By Nader Uskowi
Yesterday’s lack of clarity over a possible ban on refueling Iranian passenger planes in some European and Middle Eastern airports could be the result of uncertainties over the extent of the new US sanctions against Iran. Did a ban on selling gasoline to Iran include the ban on selling jet fuel to Iran Air? Notwithstanding that uncertainty, one thing is becoming clear: the US sanctions will have major effect on gasoline sale to Iran.
Almost all major refineries capable of producing and exporting gasoline are stopping their sale to Iran. Reports from Iran indicate dramatic drop in availability of gasoline in the wholesale market, as much as half the volume of last month. The most likely outcome of such shortage will be as a dramatic rise in gasoline prices. The government-controlled rate is expected to hit 900 tomans per liter ($3 per gallon), with unrestricted prices not unthinkable hitting 1,500 tomans ($5 per gallon). These prices will produce inflationary pressures and above all will create public dismay. Until recently people were paying a fraction of these prices to fill up their cars.

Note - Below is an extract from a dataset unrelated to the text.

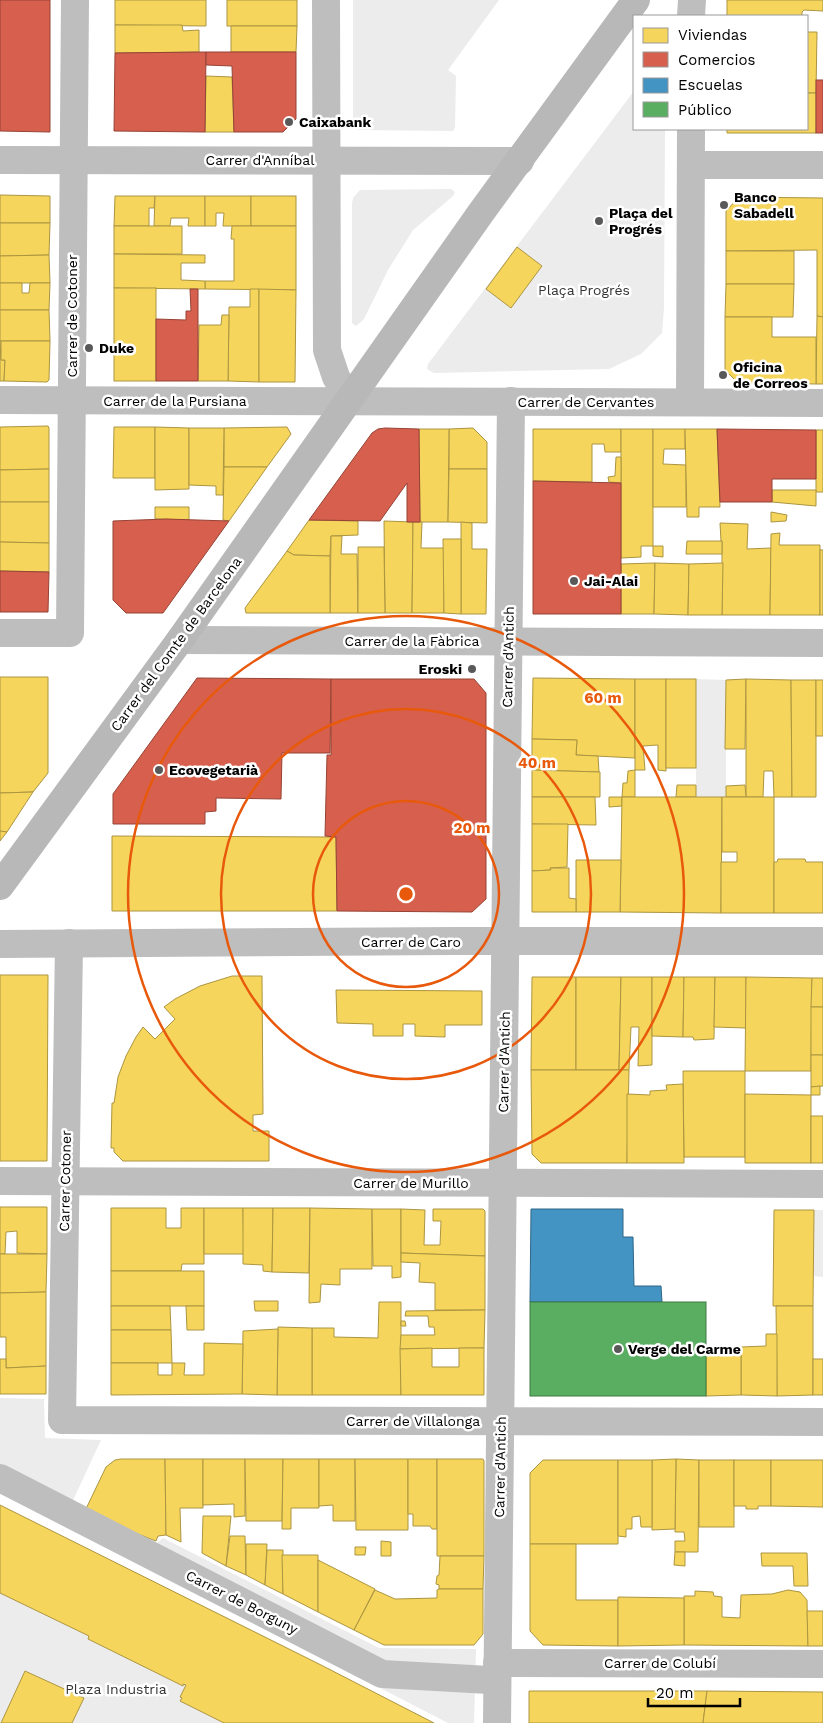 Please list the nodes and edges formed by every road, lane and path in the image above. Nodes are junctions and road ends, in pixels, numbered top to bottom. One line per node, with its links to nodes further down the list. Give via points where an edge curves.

The new US sanctions are also creating problems for the country’s banking system, a serious situation that we will continue monitoring.
I am not arguing that the new US sanctions in themselves will be game changers. Countries can and do adjust to harsh economic conditions. It is argued, however, that the Iranian government needs to take these realities into account in making its final decision on the country’s nuclear program. I believe its resilience to maintain the program intact, even under heavy international pressure, has indeed been shown. The leadership should now base its decision solely on the national interests of Iran. If it is in the country’s interests to end its current economic woes, a compromise in enrichment program is indeed in order. Leaders are expected to make difficult and unpopular decisions and the Iranian leaders need to abandon populist policies and start making very difficult decisions.